Al termine del 2019, su una popolazione di 1.272.130 abitanti è stato invitato allo screening del sangue occulto fecale il 95% e solo il 53% ha aderito. Inoltre, 1 persona su 4 nella fascia di età tra 50 e 69 anni non ha mai eseguito alcun esame di prevenzione dei tumori del colon retto.

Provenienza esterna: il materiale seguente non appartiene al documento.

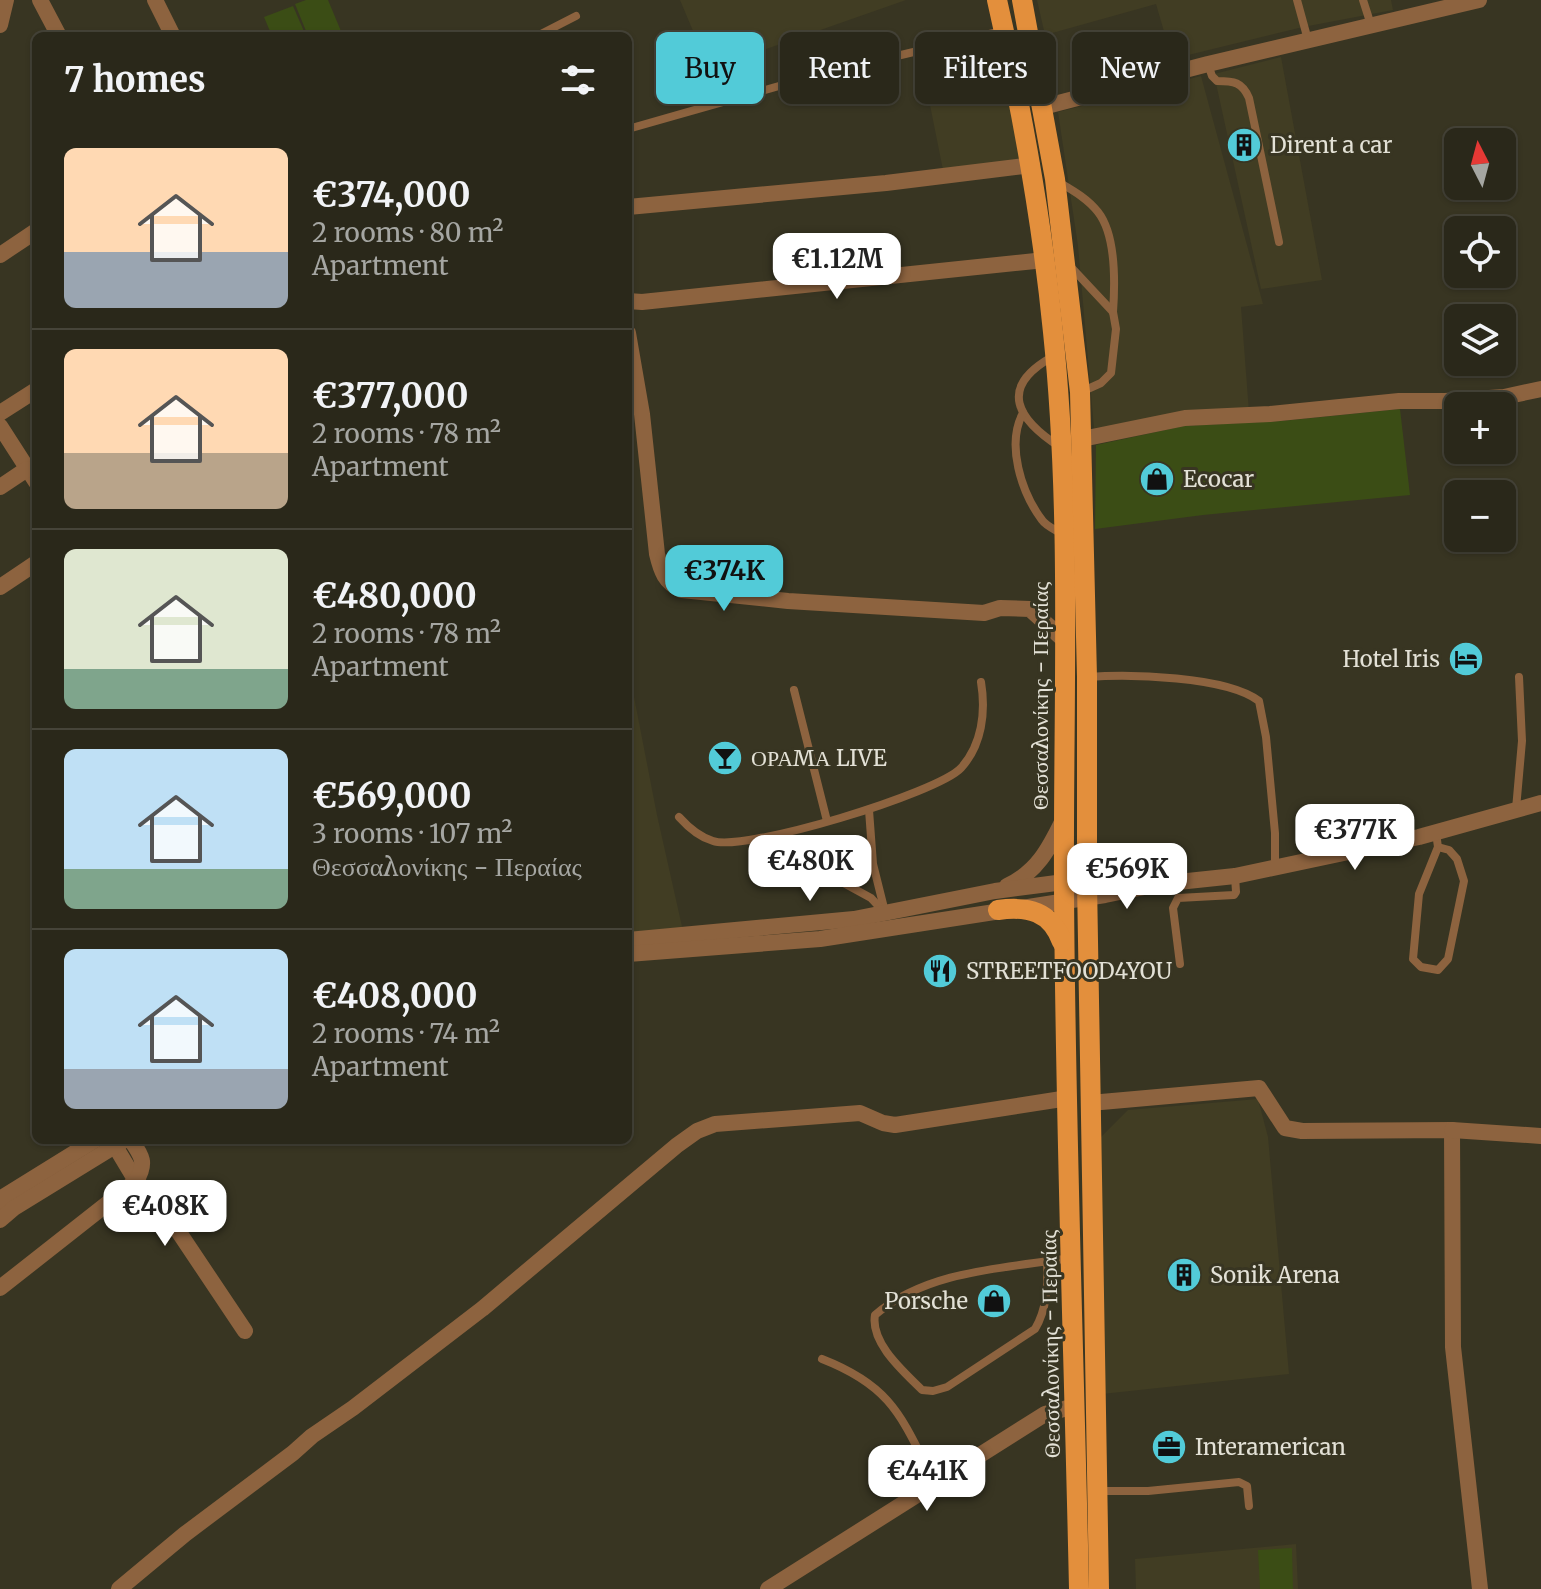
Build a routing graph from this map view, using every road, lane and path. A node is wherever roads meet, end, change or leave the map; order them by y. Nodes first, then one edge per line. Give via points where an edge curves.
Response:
1 (6, 0) edge
2 (40, 0) edge
3 (155, 0) edge
4 (997, 0) edge
5 (1022, 0) edge
6 (1297, 0) edge
7 (1363, 0) edge
8 (1479, 0) edge
9 (576, 16) dead end
10 (0, 25) edge
11 (1371, 25) junction
12 (1004, 30) junction
13 (57, 32) edge
14 (171, 32) edge
15 (545, 32) edge
16 (1308, 40) junction
17 (1208, 64) junction
18 (1043, 107) junction
19 (632, 128) edge
20 (1032, 165) junction
21 (1055, 179) junction
22 (632, 207) edge
23 (32, 234) edge
24 (1279, 242) dead end
25 (0, 255) edge
26 (1045, 260) junction
27 (1066, 263) junction
28 (632, 301) edge
29 (647, 301) junction
30 (632, 310) edge
31 (1113, 312) junction
32 (1055, 355) junction
33 (632, 356) edge
34 (1541, 389) edge
35 (1080, 392) junction
36 (32, 393) edge
37 (0, 413) edge
38 (1023, 413) junction
39 (0, 426) edge
40 (1082, 439) junction
41 (1061, 447) junction
42 (32, 476) edge
43 (0, 487) edge
44 (1063, 534) junction
45 (32, 566) edge
46 (0, 587) edge
47 (1064, 640) junction
48 (1087, 677) junction
49 (1519, 677) dead end
50 (981, 682) dead end
51 (794, 690) dead end
52 (1541, 803) edge
53 (869, 810) junction
54 (1516, 810) junction
55 (1065, 815) junction
56 (679, 817) dead end
57 (827, 821) junction
58 (761, 838) junction
59 (1437, 840) junction
60 (1275, 868) junction
61 (1235, 876) junction
62 (1087, 890) junction
63 (1064, 891) junction
64 (996, 900) junction
65 (886, 913) junction
66 (632, 940) edge
67 (1065, 950) junction
68 (632, 954) edge
69 (1180, 964) dead end
70 (1068, 1098) junction
71 (1090, 1103) junction
72 (1452, 1130) junction
73 (1541, 1136) edge
74 (89, 1144) edge
75 (120, 1144) edge
76 (126, 1144) edge
77 (136, 1181) junction
78 (0, 1213) edge
79 (0, 1220) edge
80 (1072, 1258) junction
81 (1047, 1262) junction
82 (0, 1288) edge
83 (245, 1331) dead end
84 (822, 1359) dead end
85 (1075, 1406) junction
86 (936, 1484) junction
87 (1097, 1491) junction
88 (1249, 1506) dead end
89 (119, 1589) edge
90 (768, 1589) edge
91 (1079, 1589) edge
92 (1099, 1589) edge
93 (1480, 1589) edge

1 - 10 street
2 - 13 street
3 - 14 street
4 - 12 main road, Θεσσαλονίκης - Περαίας
5 - 18 main road, Θεσσαλονίκης - Περαίας
6 - 16 lane
7 - 11 lane
8 - 11 street
9 - 15 lane
11 - 16 street
12 - 19 lane via 821,74
12 - 20 main road, Θεσσαλονίκης - Περαίας
16 - 17 street
17 - 18 street
17 - 24 lane via 1217,81 1235,81 1249,98
18 - 21 main road, Θεσσαλονίκης - Περαίας
20 - 22 street
20 - 26 main road, Θεσσαλονίκης - Περαίας
21 - 27 main road, Θεσσαλονίκης - Περαίας
21 - 31 lane via 1086,198 1104,221 1115,284
23 - 25 street
26 - 29 street
26 - 32 main road, Θεσσαλονίκης - Περαίας
27 - 31 lane
27 - 35 main road, Θεσσαλονίκης - Περαίας
28 - 29 street
29 - 30 street
31 - 35 lane via 1111,373
32 - 38 lane via 1024,380 1018,399
32 - 41 main road, Θεσσαλονίκης - Περαίας
33 - 47 street via 657,554 672,586 818,603 984,613 1030,609
34 - 40 street via 1504,397 1185,418
35 - 40 main road, Θεσσαλονίκης - Περαίας
36 - 37 street
38 - 41 lane
38 - 44 lane via 1016,431 1020,473 1043,522
39 - 42 street
40 - 48 main road, Θεσσαλονίκης - Περαίας
41 - 44 main road, Θεσσαλονίκης - Περαίας
42 - 43 street
44 - 47 main road, Θεσσαλονίκης - Περαίας
45 - 46 street
47 - 55 main road, Θεσσαλονίκης - Περαίας
48 - 60 lane via 1216,684 1259,701
48 - 62 main road, Θεσσαλονίκης - Περαίας
49 - 54 lane via 1522,741
50 - 53 lane via 984,700 977,746 959,770
51 - 57 lane
52 - 54 street
53 - 57 lane
53 - 65 lane via 873,864
54 - 59 street
55 - 63 main road, Θεσσαλονίκης - Περαίας
55 - 64 street via 1032,871
56 - 58 lane via 715,842
57 - 58 lane
58 - 65 lane via 871,898
59 - 59 lane via 1419,894 1413,959 1421,967 1438,970 1448,959 1464,881 1457,859
59 - 60 street
60 - 61 street
61 - 62 street
61 - 69 lane via 1234,895 1178,898 1173,908
62 - 63 street
62 - 71 main road, Θεσσαλονίκης - Περαίας
63 - 64 street
63 - 67 main road, Θεσσαλονίκης - Περαίας
64 - 65 street
64 - 67 main road via 1040,913 1051,921
64 - 68 street via 820,939
65 - 66 street
67 - 70 main road, Θεσσαλονίκης - Περαίας
70 - 80 main road, Θεσσαλονίκης - Περαίας
70 - 89 street via 916,1123 883,1123 860,1113 715,1124 697,1131 482,1309
71 - 72 street via 1259,1088 1285,1128
71 - 87 main road, Θεσσαλονίκης - Περαίας
72 - 73 street
72 - 93 street via 1453,1347
74 - 78 street via 3,1197
75 - 79 street
76 - 77 street via 143,1157 144,1168
77 - 82 street
77 - 83 street via 162,1207
80 - 81 lane
80 - 85 main road, Θεσσαλονίκης - Περαίας
81 - 81 lane via 922,1286 875,1315 875,1330 922,1390 947,1387 1035,1329 1042,1316
84 - 86 lane via 879,1390
85 - 86 street via 1045,1414
85 - 91 main road, Θεσσαλονίκης - Περαίας
86 - 90 street
87 - 88 lane via 1239,1482 1247,1486
87 - 92 main road, Θεσσαλονίκης - Περαίας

Con l’emergenza COVID, la situazione non è di certo migliorata: con gli ospedali pieni e la precedenza ai malati in terapia intensiva, la prevenzione e l’affluenza agli screening rischiano di subire un’ulteriore battuta d’arresto. Per questo motivo in Area Vasta Romagna è stato attivato un servizio di chiamata telefonica automatica rivolta alla popolazione cui è stata inviata una lettera d’invito ad eseguire il test.
Il tumore al colon retto ha un tasso di sopravvivenza tra i più bassi: solo l’11% dei pazienti infatti, è vivo a 5 anni. Un dato inevitabile visto che il 25% delle diagnosi di questo tipo di tumore avviene in fase avanzata. Grazie all’attività di screening, in Emilia Romagna dal 2005, ogni anno è stato possibile intervenire con cure efficaci, diminuendo l’insorgenza dei tumori del colon retto del 30% e riducendo, sempre del 30% anche il tasso di mortalità.

La sopravvivenza a 5 anni in Italia è pari al 60,8% per il colon e al 58,3% per il retto, ma quando il tumore attacca sia il colon che il retto la sopravvivenza a 5 anni cala drasticamente all’11%.

Lo Screening ogni anno permette d’individuare circa 2300 persone con lesioni pretumorali. Ogni 1000 persone 45 risultano avere sangue occulto fecale, 7 una lesione pretumorale e a 1 viene diagnosticato un tumore del colon retto in fase iniziale.